The best product managers with whom I’ve worked consistently employ processes important to creating successful products within their organization. These individuals are not necessarily the content experts but they are able to use repeatable processes and their institutions’ expertise to create success.
The processes important to product management are:
- Strategic thinking
- Research and market analysis
- Business & financial analysis
Strategic Thinking
There is no “product management” specialty. The product management role is not like a design engineer in R&D or a logistics manager in Operations who have relatively narrow, albeit deep, portions of the entire product life cycle.
An effective product manager (PM) must be able to take a pantological view of their product line and market to determine the best path forward. She must also be able to communicate, convince, and lead the company through the morass of processes and approvals required to get to market.
In addition to the strategy of a single product, the PM must be able to interleave the strategies of individual product lines into a web of products that fill the markets’ needs at all applicable levels for varying and overlapping timelines of the products in the portfolio.
Not only is the market or customer side vital, but so is the supply side. The PM must orchestrate and integrate the inputs from multiple suppliers and their schedules to maintain this multi-generational product “web”. We do not have the luxury of focusing solely on one portion of the product offering while ignoring the impact of others on the total product structure. The web must be maintained while evolving through the years.
Research and Market Analysis
The market analysis a product manager must conduct involves identifying and evaluating reliable sources of data to determine the current state of the market and deciding what the future of this market may look like.
In addition to using “hard” data in the form of facts, figures, and specifications, a good market analysis also contains anecdotal and qualitative information gathered from customer interviews, and from the experiences you and your colleagues have had with similar products in applications that represent the needs of your customers.
Analyzing markets is one of the foundational processes of the product development process. The product manager must know into which market or markets your product should and will be sold to create product to address these markets’ needs.
Competitive Research
Competitive research determines to whom you should compare your products. This is a brief process used to determine which companies should be in the list of “real” competitors.
- Who are your peer companies?
- Which of the competitors you listed above are ahead of you in market share or sophistication? Behind you?
- What trends do you see in these competitors?
- Who do your key customers prefer in addition to you?
Once you have determined which firms are your true competitors, it is time to determine how well they compete against you, and why. The information from this analysis can be used as the input to the product development and strategy processes.
More in-depth than the tired and typical SWOT analysis, these questions will provide clarity and insights into the competitive landscape. Compile this data on 3 to 5 competitors whom you believe are most important and compare them to your business on a regular basis. Continue to monitor them on a quarterly basis and compare their changes to your own.
- What is their 3 to 5 year history?
- What is their market share compared to your own in similar markets to your own?
- Is their market share growing in these markets?
- Are they taking share from you?
- In what segments do you compete with them?
- Who are their customers?
- How is their relationship with their customers?
- How is their relationship with your customers?
- How important is the division we are discussing to their entire company?

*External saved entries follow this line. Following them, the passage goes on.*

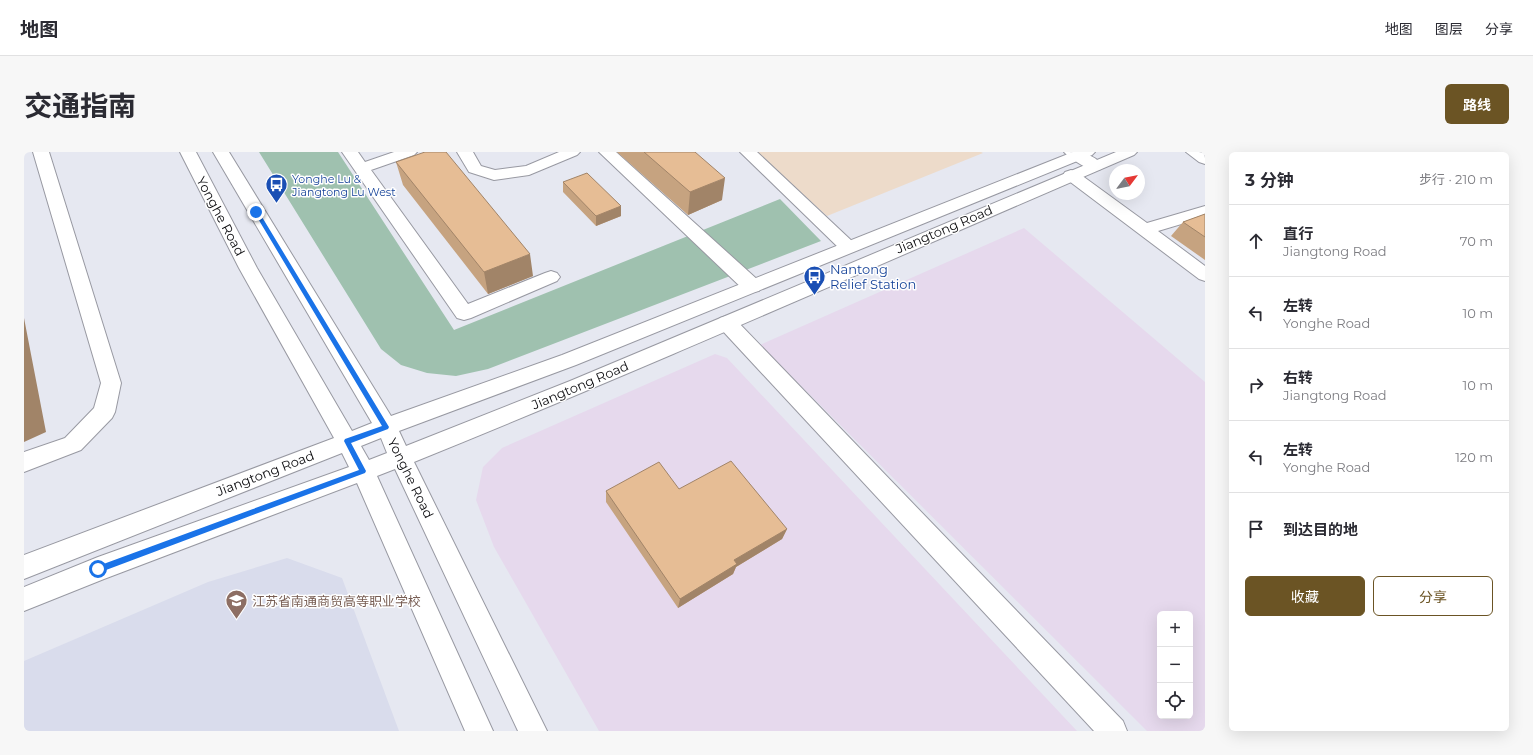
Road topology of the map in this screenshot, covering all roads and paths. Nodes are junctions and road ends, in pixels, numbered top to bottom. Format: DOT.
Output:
graph roads {
  1 [pos="41,152"];
  2 [pos="188,152"];
  3 [pos="221,152"];
  4 [pos="350,152"];
  5 [pos="408,152"];
  6 [pos="465,152"];
  7 [pos="572,152"];
  8 [pos="607,152"];
  9 [pos="748,152"];
  10 [pos="1129,152"];
  11 [pos="1194,152"];
  12 [pos="1083,156"];
  13 [pos="1205,159"];
  14 [pos="361,168"];
  15 [pos="1071,175"];
  16 [pos="1205,211"];
  17 [pos="1144,230"];
  18 [pos="848,247"];
  19 [pos="1205,275"];
  20 [pos="551,277"];
  21 [pos="752,286"];
  22 [pos="727,323"];
  23 [pos="386,427"];
  24 [pos="348,441"];
  25 [pos="402,457"];
  26 [pos="24,462"];
  27 [pos="363,471"];
  28 [pos="24,567"];
  29 [pos="24,600"];
  30 [pos="479,731"];
  31 [pos="533,731"];
  32 [pos="1113,731"];
  1 -- 26 [label="main road"];
  2 -- 24 [label="main road, Yonghe Road"];
  3 -- 23 [label="main road, Yonghe Road"];
  4 -- 14 [label="main road"];
  5 -- 14 [label="main road"];
  6 -- 7 [label="main road"];
  8 -- 21 [label="main road"];
  9 -- 18 [label="main road"];
  10 -- 12 [label="main road, Jiangtong Road"];
  11 -- 13 [label="main road"];
  12 -- 15 [label="main road, Jiangtong Road"];
  12 -- 18 [label="main road, Jiangtong Road"];
  14 -- 20 [label="main road"];
  15 -- 17 [label="main road"];
  15 -- 22 [label="main road, Jiangtong Road"];
  16 -- 17 [label="main road"];
  17 -- 19 [label="main road"];
  18 -- 21 [label="main road, Jiangtong Road"];
  21 -- 23 [label="main road, Jiangtong Road"];
  22 -- 25 [label="main road, Jiangtong Road"];
  22 -- 32 [label="main road"];
  23 -- 24 [label="main road, Jiangtong Road"];
  23 -- 25 [label="main road, Yonghe Road"];
  24 -- 27 [label="main road, Yonghe Road"];
  24 -- 28 [label="main road, Jiangtong Road"];
  25 -- 27 [label="main road, Jiangtong Road"];
  25 -- 31 [label="main road, Yonghe Road"];
  27 -- 29 [label="main road, Jiangtong Road"];
  27 -- 30 [label="main road, Yonghe Road"];
}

- What could they do that would significantly shift the market from you to them?
Business and Financial Analysis
A product manager’s role is a business role. This role is one that affects and is affected by all aspects of the business. Because of this, the great product manager must have the desire and ability to become competent in many aspects of business to be able to comprehend and contribute to all aspects of the business. Remember, the goal of a product manager is to increase the worth of the product line.
There are process reviews that can start immediately upon the release of a new product with the twin goals of improving business performance and improving project performance. Some examples of these audits are:
- Product cost versus goal
- Part number or SKU count
- Adherence to schedule
- Effectiveness of inter-departmental cooperation
Use the findings of these forensic audits to improve your processes for the next round of product development and launches. Below is a list of results you can expect from these audits:
- Identification of “Margin & Profit Leaks”
- Improved collaboration
- Identified opportunities for new revenue
- Reduced inventory
- Improved revenue and profit
If you were to rank your performance in each of these areas, in which of these processes are you most effective and which the least effective? “Know thyself” is an age-old admonition that is as true today and ever.
Conclusion
The processes presented here are required if a product manager intends to be even moderately successful. Great product managers know this and work hard to be great at each of them. They strive to implement them a bit better each time.
It is also worth noting that all of these processes are related to general business activities and not to a specific product or service. Product management, like general management, is a broad discipline encompassing most portions of the business. Getting better and better at content may make you a master in a narrow niche of content but that will not help you become a great product manager.